# [Dataset entries]
# # # # # # #

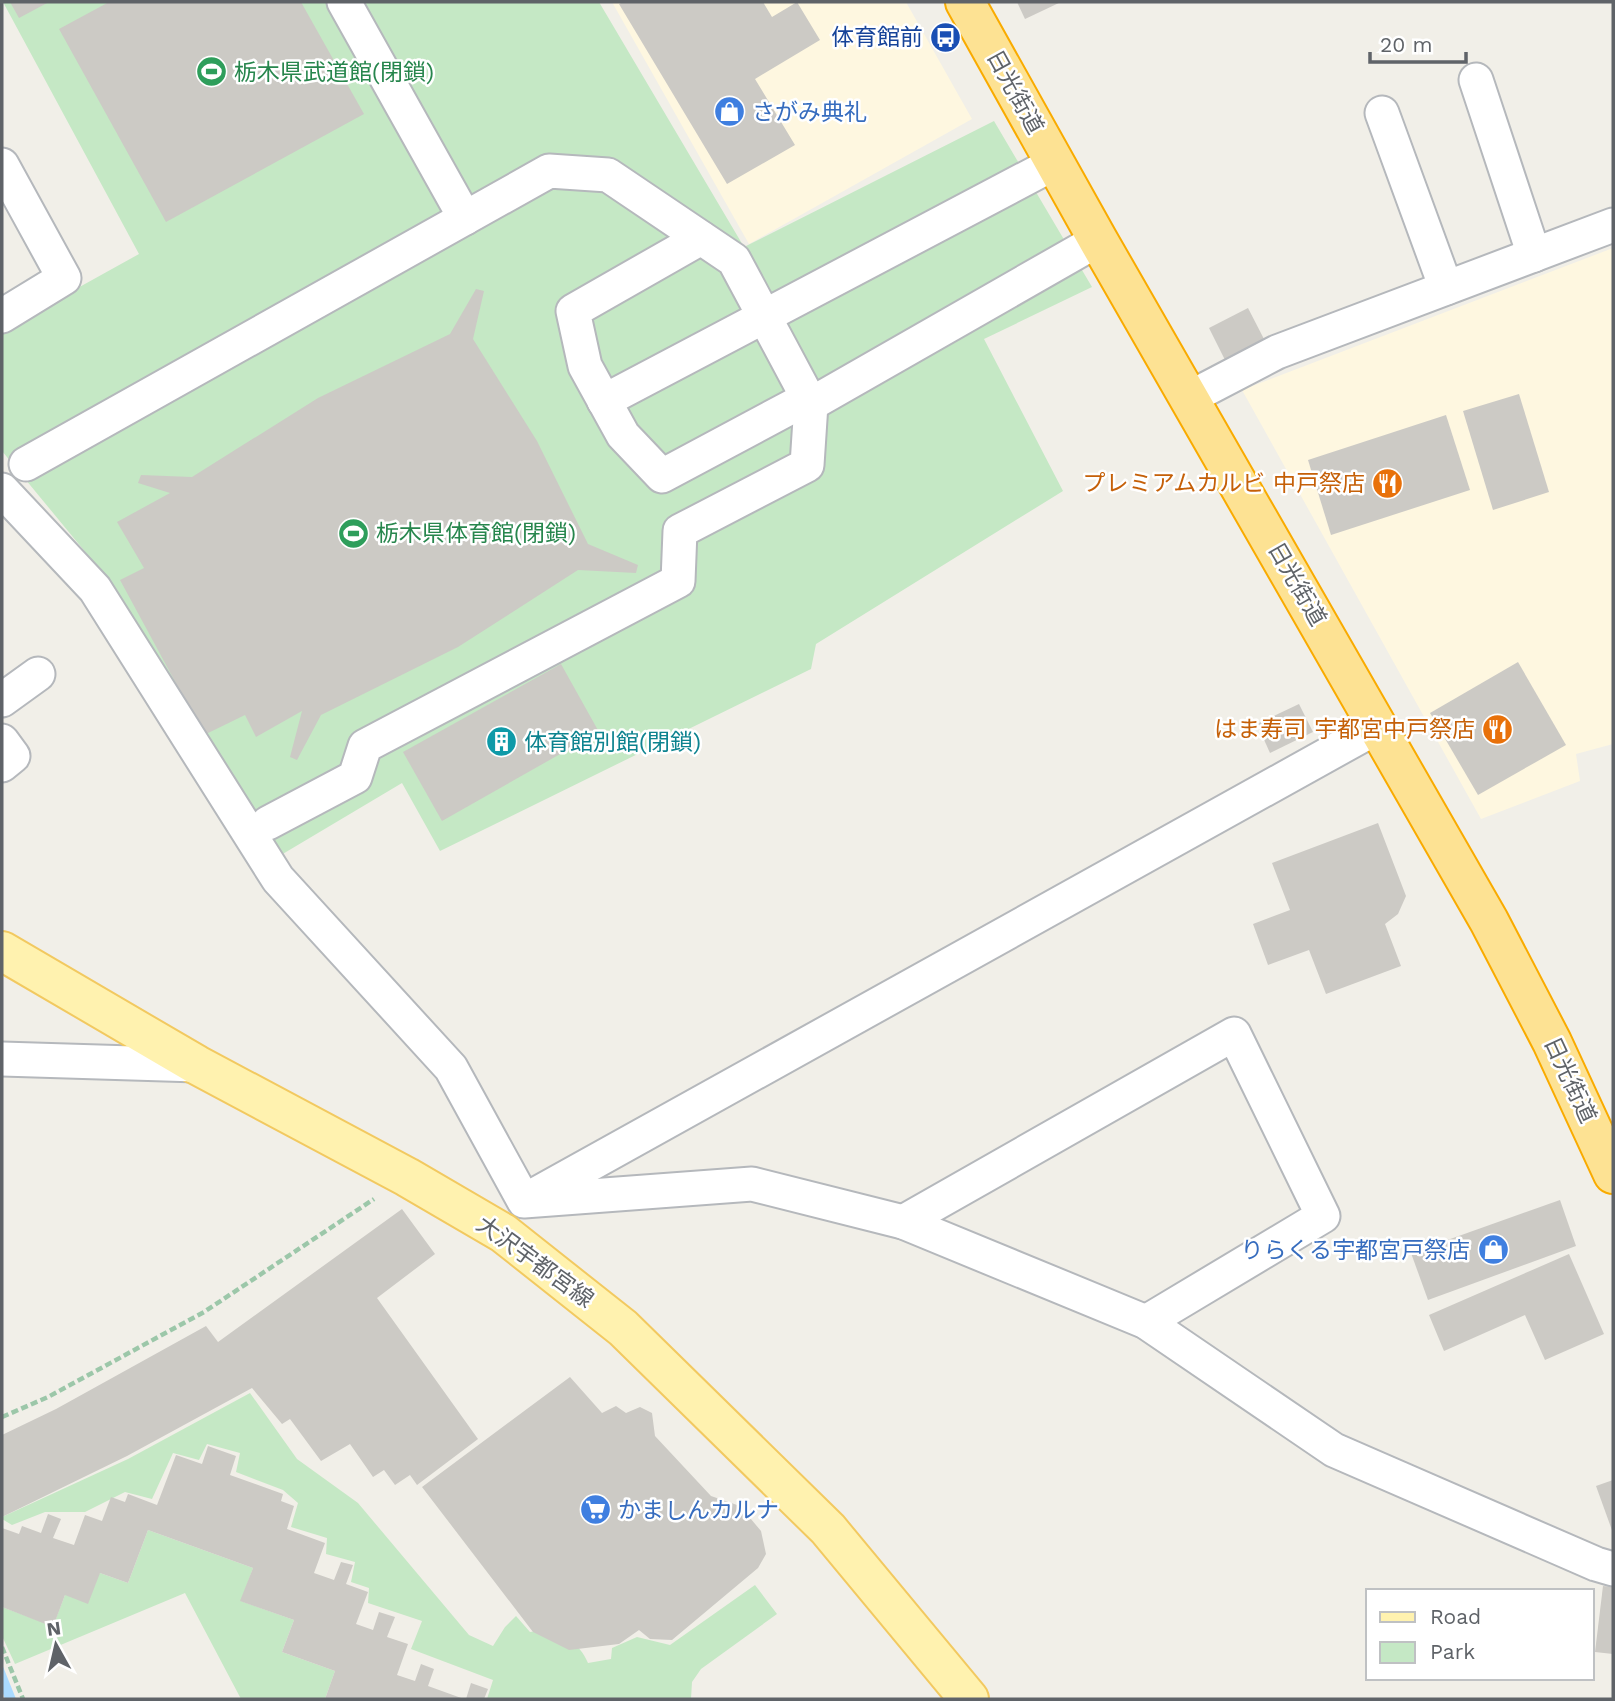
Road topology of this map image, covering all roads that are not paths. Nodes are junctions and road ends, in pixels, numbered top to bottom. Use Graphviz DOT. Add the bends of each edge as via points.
graph roads {
  1 [pos="344,2"];
  2 [pos="965,2"];
  3 [pos="1476,80"];
  4 [pos="1382,113"];
  5 [pos="1055,163"];
  6 [pos="2,165"];
  7 [pos="465,218"];
  8 [pos="1613,225"];
  9 [pos="701,238"];
  10 [pos="1098,240"];
  11 [pos="1534,255"];
  12 [pos="1446,288"];
  13 [pos="2,316"];
  14 [pos="763,318"];
  15 [pos="1189,398"];
  16 [pos="604,401"];
  17 [pos="809,401"];
  18 [pos="26,464"];
  19 [pos="2,490"];
  20 [pos="38,674"];
  21 [pos="2,700"];
  22 [pos="1379,726"];
  23 [pos="2,741"];
  24 [pos="2,765"];
  25 [pos="268,823"];
  26 [pos="2,951"];
  27 [pos="2,1059"];
  28 [pos="197,1065"];
  29 [pos="1613,1174"];
  30 [pos="524,1200"];
  31 [pos="903,1222"];
  32 [pos="503,1233"];
  33 [pos="1146,1322"];
  34 [pos="1613,1569"];
  35 [pos="969,1699"];
  1 -- 7 [label="street"];
  2 -- 5 [label="highway, 日光街道"];
  3 -- 11 [label="street"];
  4 -- 12 [label="street"];
  5 -- 10 [label="highway, 日光街道"];
  5 -- 14 [label="street"];
  6 -- 13 [label="street" via="64,278"];
  7 -- 9 [label="street" via="549,171 608,175"];
  7 -- 18 [label="street"];
  8 -- 11 [label="street"];
  9 -- 14 [label="street" via="734,260"];
  9 -- 16 [label="street" via="573,311 585,366"];
  10 -- 15 [label="highway, 日光街道"];
  10 -- 17 [label="street"];
  11 -- 12 [label="street"];
  12 -- 15 [label="street" via="1277,352"];
  14 -- 16 [label="street"];
  14 -- 17 [label="street"];
  15 -- 22 [label="highway, 日光街道"];
  16 -- 17 [label="street" via="623,435 662,476"];
  17 -- 25 [label="street" via="807,465 680,531 678,581 366,746 355,778"];
  19 -- 30 [label="street" via="95,589 278,879 451,1068"];
  20 -- 21 [label="street"];
  22 -- 29 [label="highway, 日光街道" via="1518,974"];
  22 -- 30 [label="street"];
  23 -- 24 [label="street" via="13,756"];
  26 -- 28 [label="main road, 大沢宇都宮線"];
  27 -- 28 [label="street"];
  28 -- 32 [label="main road, 大沢宇都宮線"];
  30 -- 31 [label="street" via="752,1184"];
  30 -- 32 [label="street"];
  31 -- 33 [label="street"];
  31 -- 33 [label="street" via="1234,1034 1323,1216"];
  32 -- 35 [label="main road, 大沢宇都宮線" via="623,1328 818,1519"];
  33 -- 34 [label="street" via="1334,1450"];
}
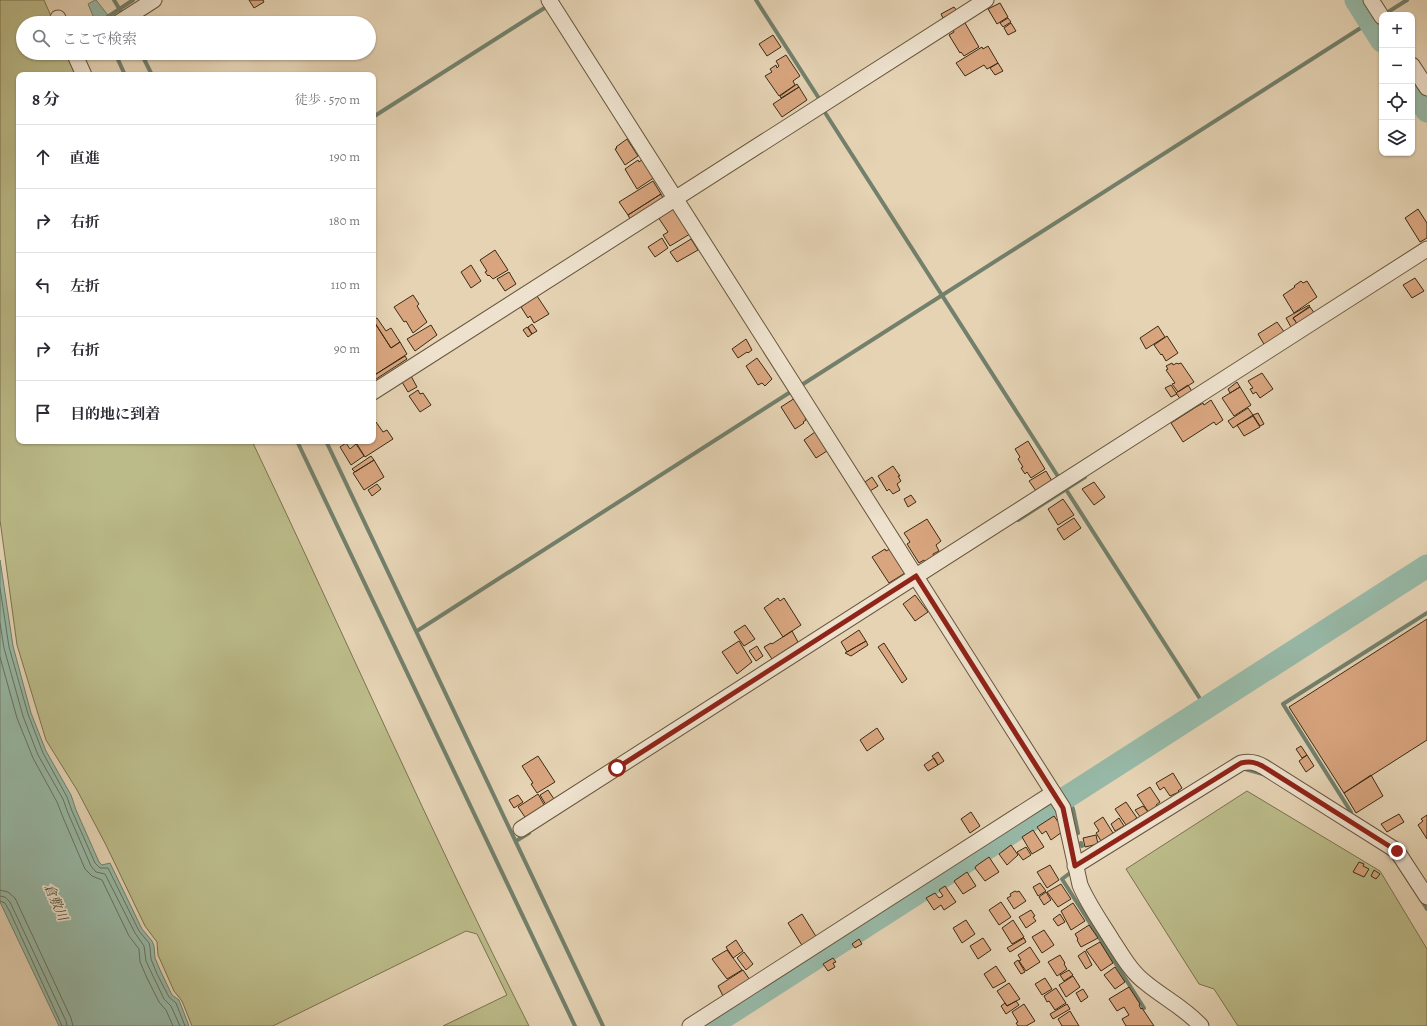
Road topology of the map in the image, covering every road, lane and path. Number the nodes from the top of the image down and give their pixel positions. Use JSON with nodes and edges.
{"nodes":[{"id":1,"x":154,"y":0,"type":"edge"},
{"id":2,"x":550,"y":0,"type":"edge"},
{"id":3,"x":986,"y":0,"type":"edge"},
{"id":4,"x":1371,"y":0,"type":"edge"},
{"id":5,"x":1379,"y":12,"type":"edge"},
{"id":6,"x":129,"y":16,"type":"edge"},
{"id":7,"x":77,"y":60,"type":"edge"},
{"id":8,"x":1415,"y":70,"type":"edge"},
{"id":9,"x":83,"y":72,"type":"edge"},
{"id":10,"x":1427,"y":88,"type":"edge"},
{"id":11,"x":676,"y":199,"type":"junction"},
{"id":12,"x":1427,"y":249,"type":"edge"},
{"id":13,"x":376,"y":390,"type":"edge"},
{"id":14,"x":919,"y":581,"type":"junction"},
{"id":15,"x":1057,"y":800,"type":"junction"},
{"id":16,"x":520,"y":829,"type":"dead end"},
{"id":17,"x":1075,"y":866,"type":"junction"},
{"id":18,"x":1427,"y":897,"type":"edge"},
{"id":19,"x":690,"y":1026,"type":"edge"},
{"id":20,"x":1201,"y":1026,"type":"edge"}],
"edges":[{"from":1,"to":6,"type":"street"},
{"from":2,"to":11,"type":"street"},
{"from":3,"to":11,"type":"street"},
{"from":4,"to":5,"type":"street"},
{"from":7,"to":9,"type":"street"},
{"from":8,"to":10,"type":"street"},
{"from":11,"to":13,"type":"street"},
{"from":11,"to":14,"type":"street"},
{"from":12,"to":14,"type":"street"},
{"from":14,"to":15,"type":"street"},
{"from":14,"to":16,"type":"street"},
{"from":15,"to":17,"type":"street"},
{"from":15,"to":19,"type":"street"},
{"from":17,"to":18,"type":"street"},
{"from":17,"to":20,"type":"street"}]}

# # # # # # #

# [PROBLEM DESCRIPTION]
Filter the entries down to the lines that include the string "highway".

# [FINISHED EXERCISE]
  2 -- 5 [label="highway, 日光街道"];
  5 -- 10 [label="highway, 日光街道"];
  10 -- 15 [label="highway, 日光街道"];
  15 -- 22 [label="highway, 日光街道"];
  22 -- 29 [label="highway, 日光街道" via="1518,974"];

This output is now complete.